Polacy walczą o medale

Dużo miejsca w mediach zajmują zmagania polskich sportowców na igrzyskach olimpijskich w Tokio. Nasi zawodnicy mogą liczyć na mocne wsparcie ze strony polskich kibiców, w tym ze strony prezydenta Andrzeja Dudy. Jak relacjonuje Kancelaria Prezydenta, polityk wziął udział w ceremonii otwarcia igrzysk olimpijskich i kibicował Biało-Czerwonym podczas kilku meczów. 

Nord Stream 2 osią sporu

Nie zmniejsza się napięcie związane ze sporem o gazociąg Nord Stream 2. Jak przypomina Ośrodek Studiów Wschodnich: „21 lipca niemieckie MSZ i Departament Stanu USA ogłosiły wspólne oświadczenie odnośnie do wsparcia Ukrainy, europejskiego bezpieczeństwa energetycznego i naszych celów klimatycznych [...]. Przedstawia ono uzgodnienia Berlina i Waszyngtonu dotyczące warunków faktycznego wycofania amerykańskiego sprzeciwu wobec gazociągu Nord Stream 2”.

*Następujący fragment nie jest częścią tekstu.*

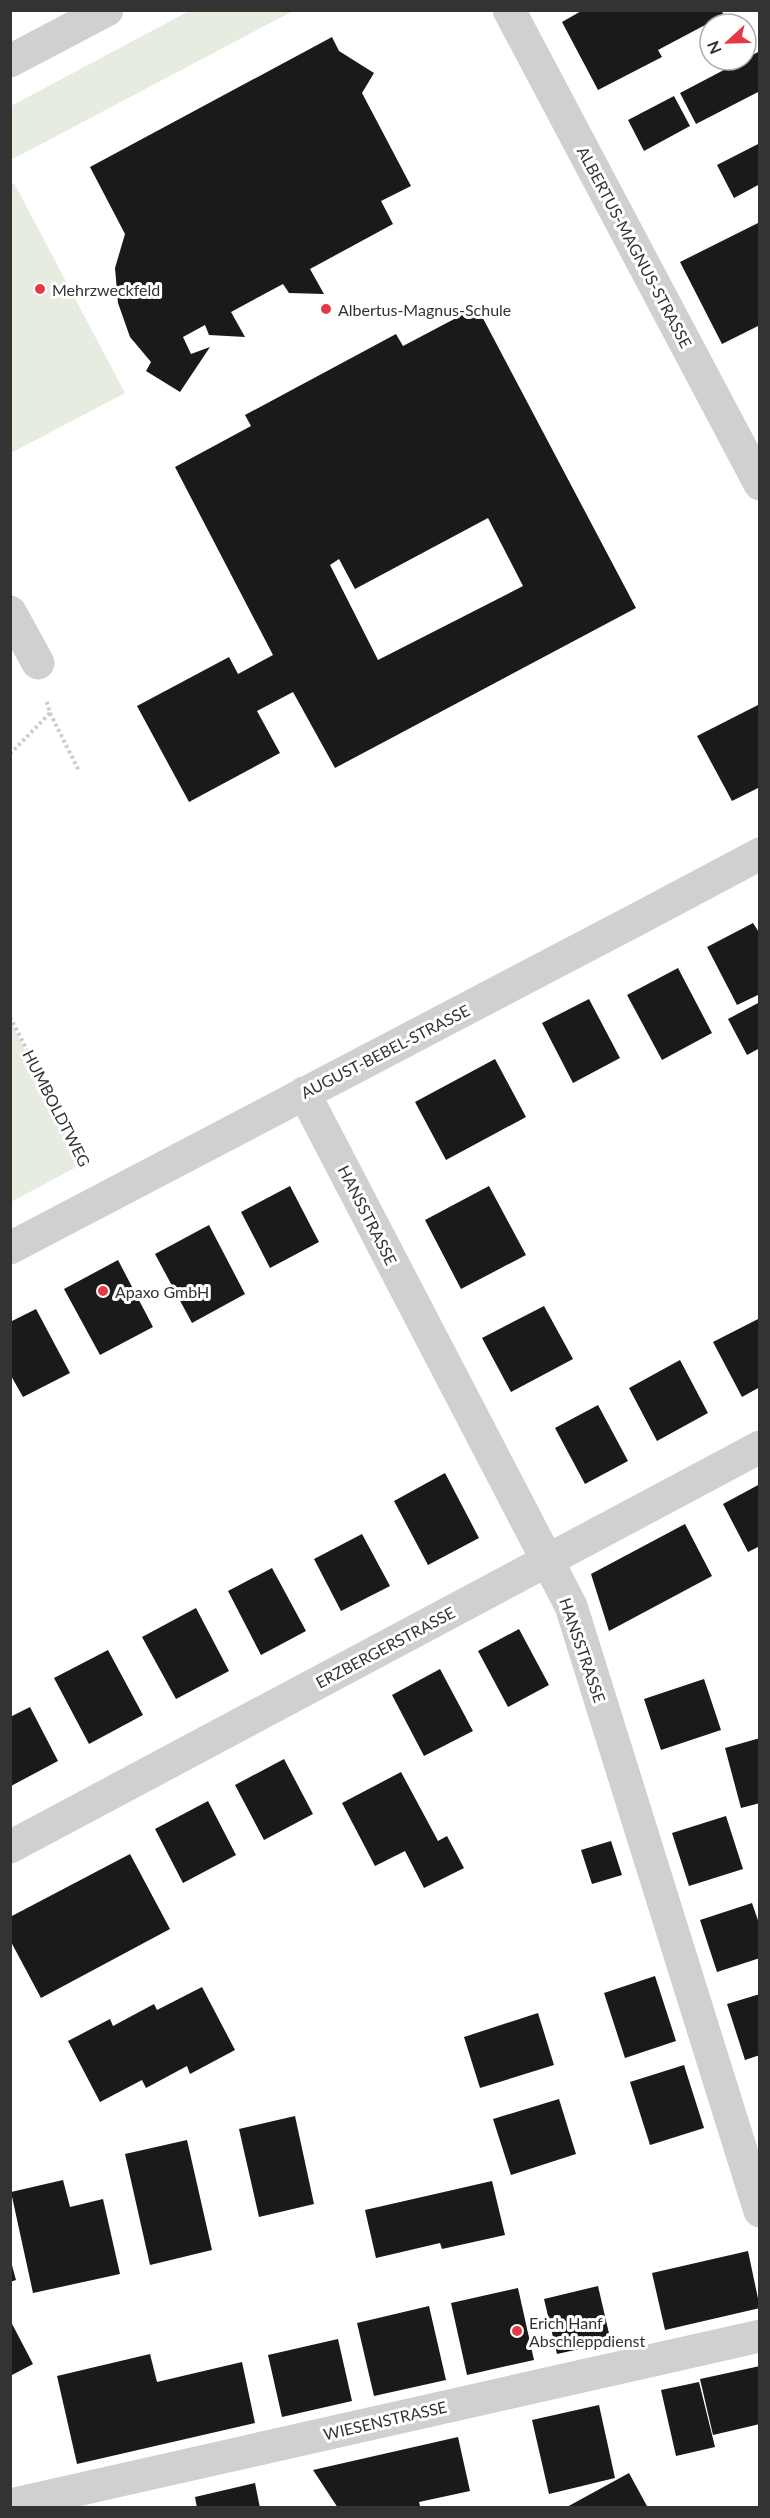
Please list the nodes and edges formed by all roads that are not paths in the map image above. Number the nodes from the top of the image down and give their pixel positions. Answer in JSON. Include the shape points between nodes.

Z analizy Polskiego Instytutu Spraw Międzynarodowych wynika z kolei, że zgodnie z ustaleniami administracja USA zrezygnuje z sankcji wobec NS2, co ułatwi jego ukończenie i uruchomienie”, a „RFN deklaruje podjęcie działań na rzecz minimalizowania ryzyka stwarzanego przez projekt, przede wszystkim dla Ukrainy”. „Porozumienie słusznie podkreśla agresywne działania Rosji, ale nie będzie im w stanie zaradzić. W perspektywie nie odstraszy Federacji Rosyjskiej od kontynuowania agresywnej polityki”czytamy dalej w analizie PISM. Jak jednak podaje „Dziennik Gazeta Prawna”: „Mimo presji dyplomatycznej na wyciszenie krytyki niemiecko-amerykańskiego porozumienia w sprawie gazociągu umowa jest pod ostrzałem, i to nie tylko w Warszawie i Kijowie”. „Umowa z Waszyngtonem nie podoba się niemieckim Zielonym, którzy po ostatnich powodziach znów gonią chadeków w sondażach. Zdaniem kandydatki tej partii na urząd kanclerza Annaleny Baerbock, porozumienie »nie jest rozwiązaniem, zwłaszcza z punktu widzenia bezpieczeństwa Ukrainy«. Jak ocenia, NS2 uderza w Ukrainę i dzieli UE, a pretensje państw wschodniej części Europy do Berlina w tej sprawie są słuszne” – relacjonuje na łamach „DGP” Marceli Sommer.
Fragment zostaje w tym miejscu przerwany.